Charmonium: Comparison with experiment

Abstract

The charmonium model, formulated in detail in an earlier publication, is compared in a comprehensive fashion with the data on the $\psi$ family. The parameters of the "naive" model, in which the system is described as a $c\overline{c}$ pair, are determined from the observed positions of $\psi$, ${\psi }^{\prime }$, and the $P$ states. The model then yields a successful description of the spectrum of spin-triplet states above the charm threshold.
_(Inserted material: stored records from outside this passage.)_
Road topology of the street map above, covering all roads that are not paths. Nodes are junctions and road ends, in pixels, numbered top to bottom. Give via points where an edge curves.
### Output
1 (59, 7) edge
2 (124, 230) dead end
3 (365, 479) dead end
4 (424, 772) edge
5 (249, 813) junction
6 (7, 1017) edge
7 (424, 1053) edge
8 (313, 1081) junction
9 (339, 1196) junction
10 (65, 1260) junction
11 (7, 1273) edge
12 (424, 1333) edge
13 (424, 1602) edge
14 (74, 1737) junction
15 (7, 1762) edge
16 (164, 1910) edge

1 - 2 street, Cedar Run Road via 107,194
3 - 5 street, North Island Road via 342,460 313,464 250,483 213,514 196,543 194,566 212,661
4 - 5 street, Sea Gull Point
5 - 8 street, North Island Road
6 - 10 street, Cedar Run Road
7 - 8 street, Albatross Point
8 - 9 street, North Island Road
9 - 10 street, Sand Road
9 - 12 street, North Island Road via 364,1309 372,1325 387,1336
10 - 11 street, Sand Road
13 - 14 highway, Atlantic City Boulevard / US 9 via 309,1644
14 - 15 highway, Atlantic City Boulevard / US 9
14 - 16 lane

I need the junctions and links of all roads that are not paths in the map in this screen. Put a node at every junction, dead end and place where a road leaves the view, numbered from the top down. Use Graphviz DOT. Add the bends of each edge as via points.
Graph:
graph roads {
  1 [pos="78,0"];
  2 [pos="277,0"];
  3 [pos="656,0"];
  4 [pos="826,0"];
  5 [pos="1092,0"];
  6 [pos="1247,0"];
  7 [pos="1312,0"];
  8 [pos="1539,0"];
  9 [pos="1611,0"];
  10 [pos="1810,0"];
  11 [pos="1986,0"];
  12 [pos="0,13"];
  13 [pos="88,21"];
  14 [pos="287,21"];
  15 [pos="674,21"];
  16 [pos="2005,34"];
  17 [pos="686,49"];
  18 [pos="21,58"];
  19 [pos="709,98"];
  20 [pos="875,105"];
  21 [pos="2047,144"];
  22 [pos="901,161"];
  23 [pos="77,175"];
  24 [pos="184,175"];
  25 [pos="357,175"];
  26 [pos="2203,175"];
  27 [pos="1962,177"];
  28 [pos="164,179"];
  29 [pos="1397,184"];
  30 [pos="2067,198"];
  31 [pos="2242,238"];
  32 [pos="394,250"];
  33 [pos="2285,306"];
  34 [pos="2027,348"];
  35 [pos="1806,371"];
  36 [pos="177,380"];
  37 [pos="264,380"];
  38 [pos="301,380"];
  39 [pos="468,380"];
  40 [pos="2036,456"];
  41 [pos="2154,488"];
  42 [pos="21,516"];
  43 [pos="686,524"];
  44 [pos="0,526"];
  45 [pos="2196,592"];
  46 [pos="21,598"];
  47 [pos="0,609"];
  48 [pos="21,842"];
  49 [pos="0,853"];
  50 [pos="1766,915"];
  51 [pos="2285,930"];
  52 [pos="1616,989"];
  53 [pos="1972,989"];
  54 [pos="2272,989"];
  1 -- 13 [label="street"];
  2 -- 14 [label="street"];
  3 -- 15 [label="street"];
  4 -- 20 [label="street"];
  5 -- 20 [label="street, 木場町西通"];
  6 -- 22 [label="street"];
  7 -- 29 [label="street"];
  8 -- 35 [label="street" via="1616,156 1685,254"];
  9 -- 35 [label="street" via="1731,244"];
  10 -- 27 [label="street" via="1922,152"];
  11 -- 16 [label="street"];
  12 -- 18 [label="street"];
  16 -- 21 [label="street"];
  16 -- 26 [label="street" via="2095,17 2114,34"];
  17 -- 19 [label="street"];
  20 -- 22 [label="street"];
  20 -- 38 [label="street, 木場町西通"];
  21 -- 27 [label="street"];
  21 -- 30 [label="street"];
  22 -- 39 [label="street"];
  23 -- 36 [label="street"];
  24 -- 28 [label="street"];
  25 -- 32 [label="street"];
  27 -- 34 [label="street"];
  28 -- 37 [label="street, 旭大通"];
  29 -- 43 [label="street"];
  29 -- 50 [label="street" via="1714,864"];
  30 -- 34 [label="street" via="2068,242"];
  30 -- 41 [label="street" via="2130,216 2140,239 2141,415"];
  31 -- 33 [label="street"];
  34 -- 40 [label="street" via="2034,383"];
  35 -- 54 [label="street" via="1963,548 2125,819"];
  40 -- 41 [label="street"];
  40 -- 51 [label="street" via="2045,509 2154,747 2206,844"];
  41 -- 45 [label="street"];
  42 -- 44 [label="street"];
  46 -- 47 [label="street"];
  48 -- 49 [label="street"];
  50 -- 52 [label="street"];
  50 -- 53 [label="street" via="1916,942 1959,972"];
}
It also accounts for the ratio of the leptonic widths of ${\psi }^{\prime }$ and $\psi$. When the $c\overline{c}$ potential is applied to the $\Upsilon$ family, it accounts, without any readjustment of parameters, for the positions of the $2S$ and $3S$ levels and for the leptonic widths of $\Upsilon$ and ${\Upsilon }^{\prime }$ relative to that of $\psi$. The model does not give acceptable values of the absolute leptonic widths, a shortcoming which is ascribed to large quantum-chromodynamic corrections to the van Royen-Weisskopf formula. The calculated $E1$ rates are about twice the values observed in the $\psi$ family. This naive model is also extended with considerable success to mesons composed of one heavy and one light quark. A significant extension of the model is achieved by incorporating coupling to charmed-meson decay channels. This gives a satisfactory understanding of $\psi \mathrm{}\left(3772\right)\mathrm{}$ as the $1{}_{}{}^3{}_{}{}^{}D_1^{}{}_{}{}^{}$ $c\overline{c}$ state, mixed via open and closed decay channels to $2{}_{}{}^3{}_{}{}^{}S$. The model has decay amplitudes that are oscillatory functions of the decay momentum; these oscillations are a direct consequence of the radial nodes in the $c\overline{c}$ parent states. These amplitudes provide a qualitative understanding of the observed peculiar branching ratios into various charmed-meson channels near the resonance at 4.03 GeV, which is assigned to $3{}_{}{}^3{}_{}{}^{}S$. The coupling of the $c\overline{c}$ states below the charm threshold to closed decay channels modifies the bound states and leads to reduction of about 20% in $E1$ rates in comparison to those of the naive model.